Over the past two decades, a number of factors have disrupted the Cotonou acquis. The opportunity to regenerate the ACP-EU relationship on new terms requires the parties to respond to challenges at the international, regional and domestic levels. At the global level, we have witnessed the declining influence of the USA and the EU on the international stage as emerging economies, like China and India, gain more economic and political power. As the EU’s leverage is not as significant as it was when the CPA was signed almost twenty years ago, multipolarity may present an opportunity for the ACP countries to diversify their partnerships and forge new relationships with non-EU countries.
The necessity to change the measurement strategy of the AGOA and ACP-EU trade agreements presents a challenge not only to African countries but also to the US and the European Union to establish a common understanding on the need to widen the scope of the measure. All the partners involved require a comprehensive measurement strategy to quantify the real impact of AGOA and ACP-EU on people’s lives.

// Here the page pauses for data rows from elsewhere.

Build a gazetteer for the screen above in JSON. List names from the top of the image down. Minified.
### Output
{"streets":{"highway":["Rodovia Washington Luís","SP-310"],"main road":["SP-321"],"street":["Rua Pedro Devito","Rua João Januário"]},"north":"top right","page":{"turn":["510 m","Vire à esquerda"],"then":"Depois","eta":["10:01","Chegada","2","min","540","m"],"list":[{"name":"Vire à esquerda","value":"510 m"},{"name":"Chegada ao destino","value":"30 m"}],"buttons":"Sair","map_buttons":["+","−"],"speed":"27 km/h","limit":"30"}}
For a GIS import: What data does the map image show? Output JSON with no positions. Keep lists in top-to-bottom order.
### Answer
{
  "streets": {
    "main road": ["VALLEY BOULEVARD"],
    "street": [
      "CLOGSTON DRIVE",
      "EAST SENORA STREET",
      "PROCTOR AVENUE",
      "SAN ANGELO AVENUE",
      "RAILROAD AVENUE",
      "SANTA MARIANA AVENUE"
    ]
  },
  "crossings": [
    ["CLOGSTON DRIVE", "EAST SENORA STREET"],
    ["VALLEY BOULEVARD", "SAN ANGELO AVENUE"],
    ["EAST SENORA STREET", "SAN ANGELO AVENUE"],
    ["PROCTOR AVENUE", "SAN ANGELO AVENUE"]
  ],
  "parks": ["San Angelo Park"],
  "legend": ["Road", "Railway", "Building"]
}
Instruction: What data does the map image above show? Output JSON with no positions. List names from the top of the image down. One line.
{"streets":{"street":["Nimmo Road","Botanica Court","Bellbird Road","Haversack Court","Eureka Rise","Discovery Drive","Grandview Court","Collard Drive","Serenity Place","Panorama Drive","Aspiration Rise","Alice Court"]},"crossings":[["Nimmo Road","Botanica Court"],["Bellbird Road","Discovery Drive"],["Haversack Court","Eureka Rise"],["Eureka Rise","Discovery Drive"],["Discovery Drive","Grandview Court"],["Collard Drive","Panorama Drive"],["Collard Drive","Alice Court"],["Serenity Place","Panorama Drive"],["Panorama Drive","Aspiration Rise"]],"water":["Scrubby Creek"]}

The AfCFTA will over a period of 15 years after entry into force progressively eliminate tariffs on intra-African trade, making it easier for African businesses to trade within the continent and cater to and benefit from the growing African market. Consolidating this continent into one trade area provides great opportunities for trading enterprises, businesses and consumers across Africa and the chance to support sustainable development in the world’s least developed region.